Господи, горевал Иван, ну пусть старые умирают, зачем же ты эту кроху забрал, ей бы жить да жить. В поисках не куска хлеба, а хоть какой-то еды разбрелась семья кто куда. Старшая дочь к тому времени вышла замуж за комсомольского работника, имевшего продуктовые льготы. Его сестра, жившая где-то в Средней Азии, присылала посылки с сухарями из смеси отрубей, сои и ещё непонятно чего. И всё-таки это был хлеб. Из других семей немощные люди шли на работу в поле, потому что там варили баланду. Приходила туда, вопреки протесту мужа, и беременная Нина, приносила узелок с харчами: кувшин простокваши и те самые сухарики. Всё отдавала отцу и брату Лёне (так называли на селе того, кто носил имя Алексей). Он ездил на лошади, тягавшей по полю борону, опухшие ноги брёвнами свисали с седла в разрезанных до колен штанинах. Нина дожидалась брата, чтобы отдать ему кисляк. Когда он подъехал, она протянула ему кувшин, Лёня же, держа одной рукой вожжи и кнут, судорожно схватил другой скользкую посудину – и не удержал: разбился на каменистой почве глиняный кувшин вдребезги, расплескалось по земляным грудкам молоко. Надо было видеть глаза подростка: в них было столько жалости, тоски и страха, что, казалось, хватило бы на весь мир. Совсем рядом вмиг оказался взбешённый отец с кнутом в руках. Хлестанул он Лёню по опухшей ноге, а заодно и лошадь. Перепуганное животное сорвалось с места, от бороны поднялась туча пыли, скрывшая вскоре и седока и лошадь. Так и осталась в глазах Ивана душераздирающая картина: убегающий на лошади Лёня, постепенно растаявший в облаке пыли. Это видение преследовало его всю жизнь, потому что оно оказалось пророческим: Лёня без вести пропал на войне.
Младшего, шестимесячного Колю, отдали в ясли; молоко у голодной матери пропало, а там, говорили, хоть какой-то приварок был. Коля в яслях за короткое время сделался рахитом: большой живот, руки и ноги – жёлтые плети, от постоянного поноса по полу волочилась кишка. Детей домой не забирали, там они жили, там и умирали.
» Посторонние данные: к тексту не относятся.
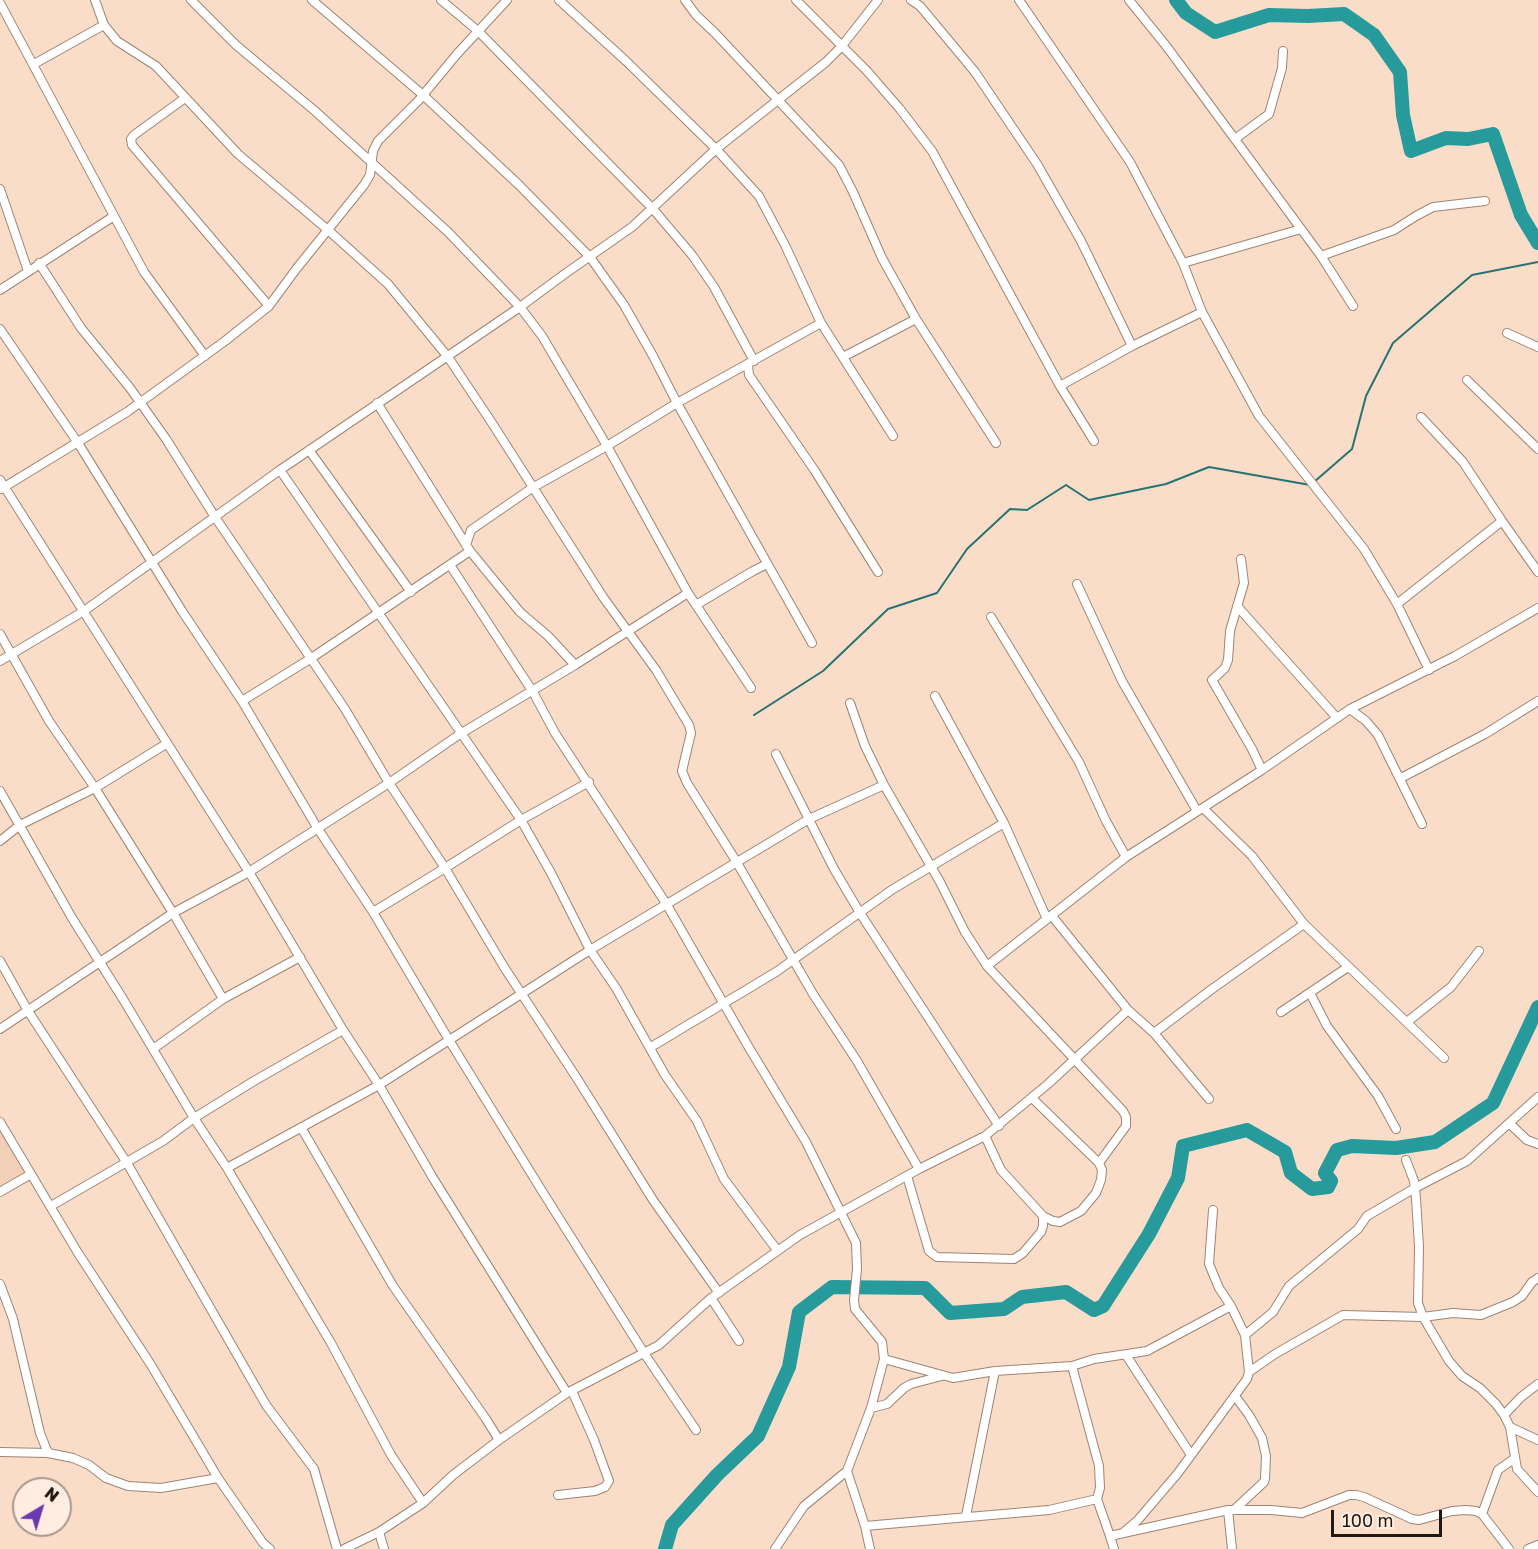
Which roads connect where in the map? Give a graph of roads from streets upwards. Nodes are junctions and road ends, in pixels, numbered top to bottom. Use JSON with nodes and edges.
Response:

Проходя мимо ясельного двора, Иван увидел молодую няньку, Олецкую, которая в вытянутой руке тащила ребёнка к зарослям репейника. Вдруг до ушей донеслось знакомое низковатое – гу-гу. Господи, да это ж Колькин голос! Запыхавшись от быстрой ходьбы, оказался рядом:
– Куда ж ты, гадина, тащишь его, он же живой!
– Если он вам нужен такой, то заберите, – невозмутимо ответила нехудая деваха, брезгливо опустив на землю облепленное мухами существо. Оттянув низ рубахи, дрожащими руками положил туда живые мощи и принёс домой. Как могли, с Дуней вправили дитю вылезшую кишку, обмыв покрывшееся, как мхом, белёсыми волосами тельце. Размочив в воде сухарик, который приберёг для Дуни, положили в тряпицу, завязали ниткой, получившуюся соску сунули ребёнку в рот. Господи, сосёт, да с какой жадностью! Вскоре родила ребёнка Нина, девочку. Каждый день приходила она к родителям, вроде бы навестить, на самом деле покормить грудью ещё и Колю, то есть брата. Прожив один месяц, умерла новорождённая Клава – младенческим накрыло, как тогда объясняли причину смерти маленького ребёнка. Не было бы счастья, как говорится… Грудное молоко досталось Коле. Оклемался пацанёнок, и никакие хвори к нему не приставали. После изнурительного голода пришёл первый урожайный год. Колхозникам пшеницу ещё не давали, но к отдельным семьям она всё-таки попадала; тайно варили галушки, зАтирку (мелкие катышки теста кидали в кипяток, заправив зажаркой, если таковая была в доме). Кто-то подмешивал пшеничную отрубную муку в кукурузную, хлеб становился не таким тяжёлым и лучше перевариваемым. У Писаренков возможности разжиться пшеницей не было. Правление колхоза решило поддержать в первую очередь ясельных детей и людей на тяжёлых работах – трактористов, животноводов. Стали думать, кому доверить печь пшеничный хлеб. Вспомнили мастерицу по выпечке Евдокию Писаренко. В конюшенной пристройке быстро соорудили печь – печник на хуторе славился своим умением на всю округу. И хотя мастер печных дел носил говорящую фамилию Беда, его умелые руки приносили людям только тепло и радость. В писаренковский двор явился колхозный бригадир.